Elle : « Qu’est-ce que c’est que ça ? Ça pue !

Moi : - Cela s’appelle une balconnière, et non, ça ne pue pas. Mais dis-moi, j’ai l’impression qu’il y a beaucoup d’odeurs qui t’indisposent. Je me trompe ?

Elle : - Ah ? Pourquoi tu dis ça ?

Moi : - Tu réagis mal quand je mets du parfum, quand je mange un sandwich, quand on va dans la campagne…

Elle : - Tout ça, ça sent mauvais.

Moi : - Et qu’est-ce qui sent bon, d’après toi ?

Elle : - De l’oxyde de carbone, du dioxyde de carbone, du monoxyde de carbone, de l’oxyde d’azote, des hydrocarbures aromatiques polycycliques, des dérivés soufrés, du formaldéhyde, du benzène. Y a le choix.

Moi : - Tu joues à la parfaite petite chimiste, maintenant ? Qu’est-ce que c’est que tout ce bazar ?

Elle : - Tout ce qu’il y a dans les gaz d’échappement.

Moi : - J’aurais dû m’en douter. Je crois que toi et moi, on n’a pas la même définition du sent-bon.

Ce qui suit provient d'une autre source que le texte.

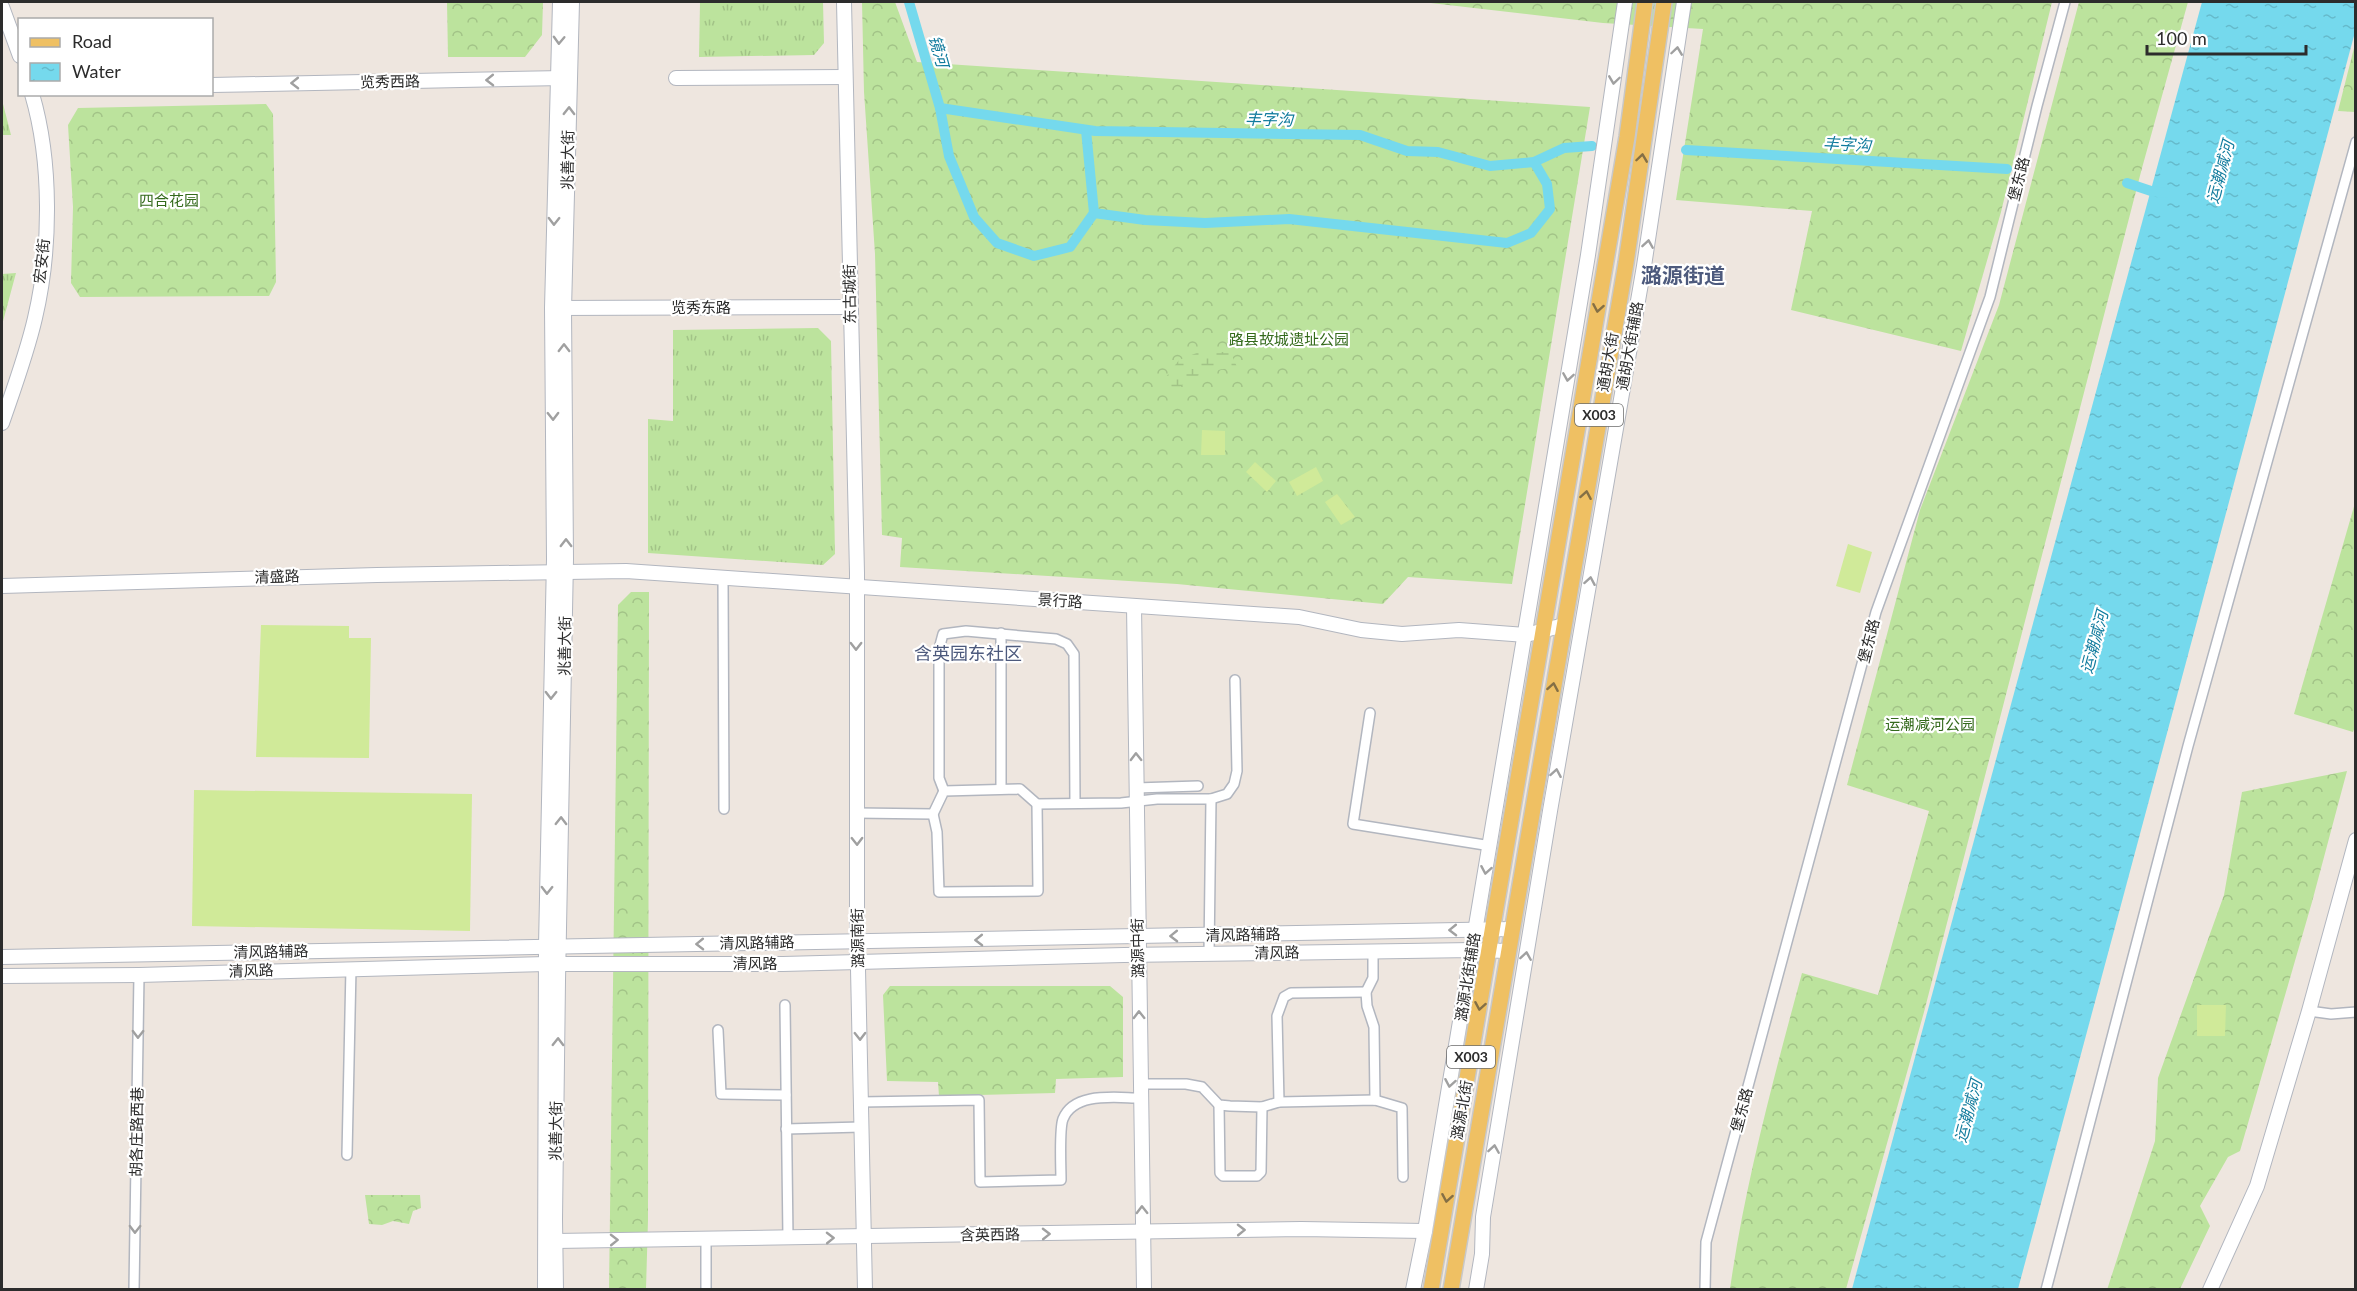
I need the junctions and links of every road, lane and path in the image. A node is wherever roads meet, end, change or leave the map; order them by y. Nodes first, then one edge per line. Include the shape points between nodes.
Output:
1 (560, 2) edge
2 (572, 2) edge
3 (844, 2) edge
4 (1625, 2) edge
5 (1645, 2) edge
6 (1664, 2) edge
7 (1684, 2) edge
8 (2065, 2) edge
9 (2, 7) edge
10 (18, 51) edge
11 (845, 76) junction
12 (563, 78) junction
13 (675, 78) dead end
14 (213, 85) edge
15 (32, 96) edge
16 (2355, 141) edge
17 (850, 307) junction
18 (558, 309) junction
19 (2, 423) edge
20 (560, 573) junction
21 (723, 578) junction
22 (2, 586) edge
23 (856, 587) junction
24 (1134, 606) junction
25 (1564, 625) junction
26 (1544, 630) junction
27 (1001, 633) junction
28 (1526, 635) junction
29 (1235, 680) dead end
30 (1370, 713) dead end
31 (1198, 786) dead end
32 (1001, 789) junction
33 (944, 791) junction
34 (1136, 794) junction
35 (1211, 799) junction
36 (1075, 803) junction
37 (1037, 804) junction
38 (724, 809) dead end
39 (856, 813) junction
40 (933, 814) junction
41 (1512, 824) joint
42 (1529, 828) joint
43 (2355, 840) edge
44 (1491, 846) junction
45 (1493, 929) junction
46 (1512, 929) junction
47 (1476, 930) junction
48 (1210, 935) junction
49 (1138, 937) junction
50 (858, 942) junction
51 (553, 946) junction
52 (1473, 950) junction
53 (1490, 950) junction
54 (1373, 951) junction
55 (1508, 951) junction
56 (1209, 954) junction
57 (1138, 955) junction
58 (2, 957) edge
59 (859, 962) junction
60 (552, 964) junction
61 (351, 969) junction
62 (139, 975) junction
63 (2, 976) edge
64 (1366, 992) junction
65 (785, 1005) dead end
66 (2309, 1011) junction
67 (2355, 1011) edge
68 (718, 1030) dead end
69 (1140, 1091) junction
70 (786, 1095) junction
71 (1375, 1100) junction
72 (861, 1102) junction
73 (1279, 1102) junction
74 (1219, 1105) junction
75 (1262, 1107) junction
76 (861, 1127) junction
77 (786, 1129) junction
78 (347, 1155) dead end
79 (1403, 1177) dead end
80 (1425, 1231) junction
81 (1142, 1232) junction
82 (863, 1237) junction
83 (788, 1238) junction
84 (705, 1239) junction
85 (555, 1241) junction
86 (134, 1290) edge
87 (545, 1290) edge
88 (556, 1290) edge
89 (706, 1290) edge
90 (865, 1290) edge
91 (1144, 1290) edge
92 (1413, 1290) edge
93 (1431, 1290) edge
94 (1451, 1290) edge
95 (1476, 1290) edge
96 (1705, 1290) edge
97 (2046, 1290) edge
98 (2210, 1290) edge

1 -> 12 street, 兆善大街
2 - 12 street, 兆善大街
3 - 11 street, 东古城街
4 -> 28 street
5 -> 26 main road, 通胡大街 / X003 via 1627,136
25 -> 6 main road, 通胡大街 / X003 via 1639,180
95 -> 7 street, 通胡大街辅路 via 1483,1217 1643,274
8 - 96 street, 堡东路 via 1990,297 1876,612 1707,1242
9 - 10 street
11 - 13 street
11 - 17 street, 东古城街
12 -> 14 street, 览秀西路
12 - 18 street, 兆善大街
15 - 19 street, 宏安街 via 45,168 43,265 36,315
16 - 97 street via 2188,746
17 - 18 street, 览秀东路
17 - 23 street, 东古城街
18 - 20 street, 兆善大街
20 - 21 street, 景行路 via 626,571
20 - 22 street, 清盛路
20 - 51 street, 兆善大街
21 - 23 street, 景行路
21 - 38 street
23 - 24 street, 景行路
23 -> 39 street, 潞源南街
24 - 28 street, 景行路 via 1299,616 1360,630 1402,634 1459,630
34 -> 24 street, 潞源中街
25 - 26 street, 景行路
42 -> 25 main road, 通胡大街 / X003
26 - 28 street, 景行路
26 - 41 main road, 通胡大街 / X003
27 - 32 street
27 - 33 street via 943,634 939,649 939,778
27 - 36 street via 1056,639 1074,654
28 - 44 street, 潞源北街辅路
29 - 35 street via 1237,771 1227,794
30 - 44 street via 1353,824
31 - 34 street
32 - 33 street
32 - 37 street via 1020,789
33 - 40 street
34 - 35 street via 1157,799
34 - 36 street
34 - 49 street, 潞源中街
35 - 48 street
36 - 37 street
37 - 40 street via 1038,891 939,892
39 - 40 street
39 -> 50 street, 潞源南街
41 - 45 main road, 潞源北街 / X003
42 - 46 main road, 潞源北街 / X003
43 - 66 street
44 -> 47 street, 潞源北街辅路
45 - 46 street, 清风路辅路
45 - 47 street, 清风路辅路
45 - 53 main road, 潞源北街 / X003
46 - 55 main road, 潞源北街 / X003
47 -> 48 street, 清风路辅路
47 - 52 street, 潞源北街辅路
48 -> 49 street, 清风路辅路
48 - 56 street
49 -> 50 street, 清风路辅路
49 - 57 street, 潞源中街
50 -> 51 street, 清风路辅路
50 - 59 street, 潞源南街
51 - 58 street, 清风路辅路
51 - 60 street, 兆善大街
52 - 53 street, 清风路
52 - 54 street, 清风路
52 -> 80 street, 潞源北街辅路
53 - 55 street, 清风路
53 -> 93 main road, 潞源北街 / X003
54 - 56 street, 清风路
54 - 64 street via 1373,978
55 - 94 main road, 潞源北街 / X003
56 - 57 street, 清风路
57 - 59 street, 清风路
69 -> 57 street, 潞源中街
59 - 60 street, 清风路
59 -> 72 street, 潞源南街
60 - 61 street, 清风路
85 -> 60 street, 兆善大街
60 - 87 street, 兆善大街
61 - 62 street, 清风路
61 - 78 street
62 - 63 street, 清风路
62 -> 86 street, 胡各庄路西巷
64 - 71 street via 1366,1006 1374,1027
64 - 73 street via 1291,993 1284,997 1277,1016
65 - 70 street
66 - 67 street
66 - 98 street via 2257,1186
68 - 70 street via 721,1094
69 - 72 street via 1079,1102 1069,1110 1062,1120 1060,1180 980,1182 979,1100
69 - 74 street via 1186,1084 1202,1087
81 -> 69 street, 潞源中街
70 - 77 street
71 - 73 street
71 - 79 street via 1402,1108
72 - 76 street, 潞源南街
73 - 75 street
74 - 75 street
74 - 75 street via 1223,1176 1257,1176 1261,1172
76 - 77 street
76 - 82 street, 潞源南街
77 - 83 street
81 -> 80 street, 含英西路
80 - 92 street, 潞源北街辅路
82 -> 81 street, 含英西路
81 - 91 street, 潞源中街
83 -> 82 street, 含英西路
82 - 90 street, 潞源南街
83 - 84 street, 含英西路
85 -> 84 street, 含英西路
84 - 89 street
85 - 88 street, 兆善大街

Elle : - Et donc, les plantes, ça fouette. Les machins dans la balconnière, qu’est-ce que c’est ?

Moi : - Des prétextes.

Elle : - Hein ?

Moi : - Quand Macron a décrété le deuxième confinement, il a aussi ajouté qu’il y avait une tolérance pour que les gens puissent aller au cimetière ce week-end.

Elle : - Pourquoi ?

Moi : - C’est la Toussaint, c’est-à-dire la fête de tous les saints. Et le 2 novembre, c’est la fête des morts. Cependant, parce que la Toussaint est un jour férié, il est plus facile de se rendre au cimetière ce jour-là plutôt que le 2 novembre…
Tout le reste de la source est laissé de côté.